(Saved entries)
....
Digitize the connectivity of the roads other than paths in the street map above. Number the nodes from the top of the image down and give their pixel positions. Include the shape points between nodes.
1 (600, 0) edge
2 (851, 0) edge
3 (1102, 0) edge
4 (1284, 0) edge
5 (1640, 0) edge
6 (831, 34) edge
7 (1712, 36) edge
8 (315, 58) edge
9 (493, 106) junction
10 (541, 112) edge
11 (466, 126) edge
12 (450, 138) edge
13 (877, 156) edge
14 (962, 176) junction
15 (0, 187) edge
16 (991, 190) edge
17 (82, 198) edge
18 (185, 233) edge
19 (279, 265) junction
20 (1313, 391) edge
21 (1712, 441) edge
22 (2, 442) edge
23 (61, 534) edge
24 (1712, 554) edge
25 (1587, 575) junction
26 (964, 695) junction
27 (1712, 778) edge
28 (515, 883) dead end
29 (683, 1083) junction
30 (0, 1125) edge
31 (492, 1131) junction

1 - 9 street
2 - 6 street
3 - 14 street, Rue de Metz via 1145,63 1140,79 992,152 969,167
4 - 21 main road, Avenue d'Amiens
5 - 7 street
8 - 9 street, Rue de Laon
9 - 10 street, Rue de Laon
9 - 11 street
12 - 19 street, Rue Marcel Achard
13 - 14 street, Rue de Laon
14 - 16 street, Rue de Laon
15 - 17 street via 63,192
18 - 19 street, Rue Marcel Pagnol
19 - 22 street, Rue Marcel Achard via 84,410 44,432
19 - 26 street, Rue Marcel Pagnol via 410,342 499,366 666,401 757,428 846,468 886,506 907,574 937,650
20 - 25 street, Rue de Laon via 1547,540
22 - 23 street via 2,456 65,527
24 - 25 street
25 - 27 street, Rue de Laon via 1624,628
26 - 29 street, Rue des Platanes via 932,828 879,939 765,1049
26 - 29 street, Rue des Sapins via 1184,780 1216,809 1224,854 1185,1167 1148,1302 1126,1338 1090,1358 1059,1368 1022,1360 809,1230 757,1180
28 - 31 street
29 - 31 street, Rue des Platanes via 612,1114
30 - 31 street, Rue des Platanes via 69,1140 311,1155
....
■ YOUR TASK: Your answer must be a single number: the count of lines in the records that hold the word "Marcel".

■ OUTPUT: 4